Page MenuHomePhabricator

reduce copies of mediawiki/core in workspaces
Closed, DeclinedPublic

Description

We had a CI outage caused by full SSD disks on gallium and lanthanum. The reason is apparently that l10n bot triggered testextensions jobs on almost all extensions, that caused mediawiki/core to be cloned by zuul-cloner from Gerrit multiple times and filled the disks quite fast.

MediaWiki core takes roughly 500MB. zuul-cloner does a regular git clone.

When we used the Jenkins git plugin, we had it set to use git clone --reference /some/mirror which made it way faster to realize the clone. zuul-cloner does not do such a thing.

We could have a copy of mediawiki/core on the slaves (and on the same disk as the workspace), then before invoking zuul-cloner on mediawiki/core, do a regular git clone which would creates hardlinks and save disk. zuul-cloner would then fetch whatever is missing from zuul git repositories.

Related Objects

Event Timeline

hashar raised the priority of this task from to Needs Triage.
hashar updated the task description. (Show Details)
hashar added subscribers: hashar, Legoktm, Krenair.

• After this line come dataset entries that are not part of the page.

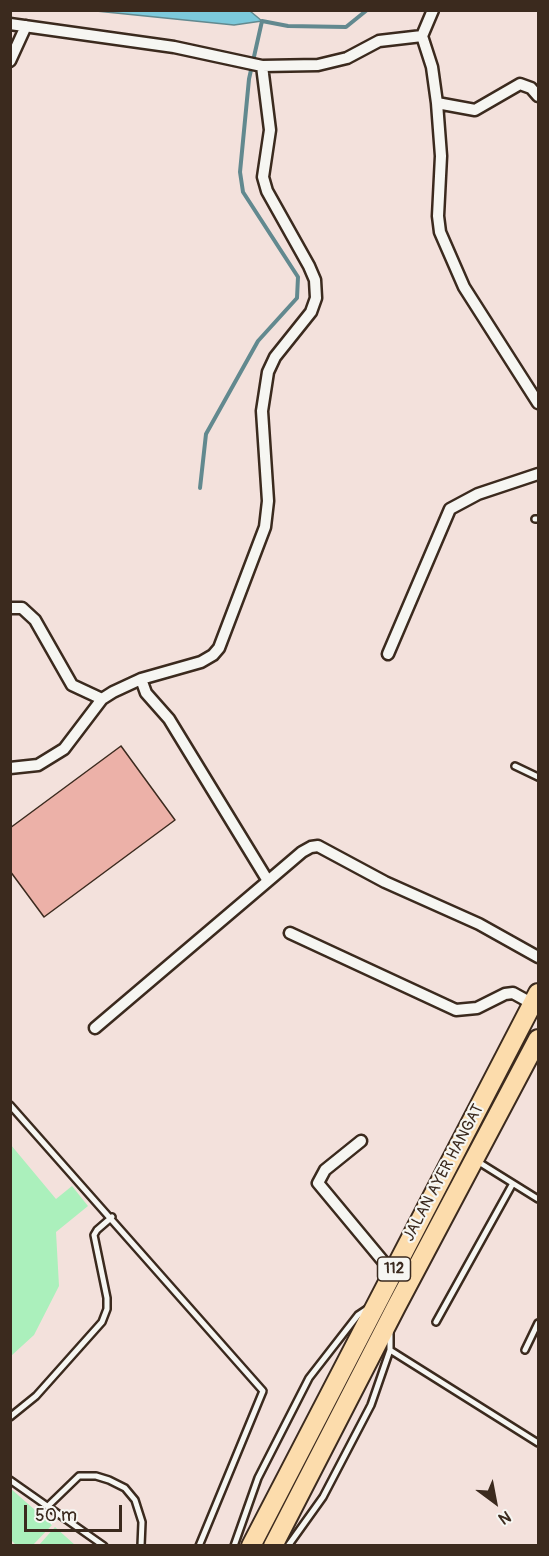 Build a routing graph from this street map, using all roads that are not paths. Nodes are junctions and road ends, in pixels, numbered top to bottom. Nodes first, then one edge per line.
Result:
1 (433, 10) edge
2 (10, 24) edge
3 (26, 26) junction
4 (422, 36) junction
5 (10, 61) edge
6 (260, 66) junction
7 (538, 96) edge
8 (437, 104) junction
9 (538, 403) edge
10 (538, 474) edge
11 (10, 608) edge
12 (388, 654) dead end
13 (141, 679) junction
14 (102, 699) junction
15 (515, 766) dead end
16 (10, 768) edge
17 (538, 777) edge
18 (268, 881) junction
19 (290, 933) dead end
20 (538, 957) edge
21 (536, 998) edge
22 (95, 1028) dead end
23 (538, 1039) edge
24 (533, 1065) edge
25 (10, 1105) edge
26 (361, 1141) dead end
27 (475, 1161) junction
28 (512, 1185) junction
29 (538, 1199) edge
30 (112, 1217) junction
31 (392, 1272) junction
32 (378, 1301) junction
33 (396, 1307) junction
34 (436, 1323) dead end
35 (538, 1323) edge
36 (390, 1350) junction
37 (525, 1350) dead end
38 (10, 1417) edge
39 (538, 1443) edge
40 (10, 1480) edge
41 (48, 1506) junction
42 (104, 1545) edge
43 (141, 1545) edge
44 (199, 1545) edge
45 (234, 1545) edge
46 (251, 1545) edge
47 (273, 1545) edge
48 (288, 1545) edge

1 - 4 street
2 - 3 street
3 - 5 street
3 - 6 street
4 - 6 street
4 - 8 street
6 - 13 street
7 - 8 street
8 - 9 street
10 - 12 street
11 - 14 street
13 - 14 street
13 - 18 street
14 - 16 street
15 - 17 lane
18 - 20 street
18 - 22 street
19 - 21 street
21 - 31 main road, JALAN AYER HANGAT / 112
23 - 24 main road, JALAN AYER HANGAT / 112
24 - 27 main road, JALAN AYER HANGAT / 112
25 - 30 lane
26 - 31 street
27 - 28 lane
27 - 33 main road, JALAN AYER HANGAT / 112
28 - 29 lane
28 - 34 lane
30 - 38 lane
30 - 44 lane
31 - 32 main road, JALAN AYER HANGAT / 112
32 - 45 lane
32 - 46 main road, JALAN AYER HANGAT / 112
33 - 36 lane
33 - 47 main road, JALAN AYER HANGAT / 112
35 - 37 lane
36 - 39 lane
36 - 48 lane
40 - 41 lane
41 - 42 lane
41 - 43 lane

The outage is still ongoing essentially. gallium and lanthanum are taking turns running out of space.

The immediate trigger was the localisation commits which triggered testextension jobs for repositories we haven't seen since the introduction of Zuul-cloner.

For production slaves (zend) we could possibly fix this by removing mediawiki-core from the zuul-cloner command, and instead doing a plain git clone using a --reference to the local replication.

For labs slaves (hhvm) we could do a shallow git-clone using a limited depth (e.g. 10). Perhaps we can revive the mw-core-get script and repurpose it to behave this way (instead of the archive approach it currently does).

From a discussion I had with @Legoktm yesterday:

When a job needs mediawiki/core and uses zuul-cloner, we could prepopulate mw from a local mirror on the same disk using something like:

if [ ! -d "src/.git" ]; then
    git clone --no-checkout --shared /mirror/of/mediawiki/core.git src/
fi

That will setup the working copy to point to the mirror:

$ cat src/.git/objects/info/alternates 
/srv/ssd/gerrit/mediawiki/core.git/objects

Which is lightning breeze and takes only 108KBytes :)

Two culprits:

The problem with git-clone --shared, is that whenever commits become unreferenced in the source repository the related objects in the copy become unreferenced (dangling) and might be removed from the source repository entirely (via git gc). If they are removed in source but referenced in the clone, the repository becomes corrupt.

If we do not repack / gc the source repo we should be safe. But if we update it from time to time we will eventually have to repack it from time to time as well. It might be possible to detect the cloned repository is corrupt and thus recreate it in such a case.

Since the clone --shared is quite fast, we could always reclone core to make sure we never end up with a corrupted repo in case the source has unreferenced some objects. Thus doing something like:

rm -fR src/.git
git clone --bare --shared /mirror/of/mediawiki/core.git src/.git
zuul-cloner mediawiki/core ...

Edit: formatting.
Zuul cloner will run the usual git remote update / git checkout / git fetch and populate the working space accordingly.

From https://www.mediawiki.org/wiki/Continuous_integration/meetings/2015-03-30/minutes

We need to find a champion to implement/test/validate/deploy the idea. I am unlikely to conduct it anytime soon though :(

Krinkle triaged this task as Medium priority.Apr 17 2015, 12:18 PM
Krinkle set Security to None.

On review of a zuul-cloner patch on upstream Gerrit. Jeremy Stanley noticed the hard linking is skipped when the mirror repository belong to another user.

That is why I proposed above (T93703#1144542) to use git clone --shared.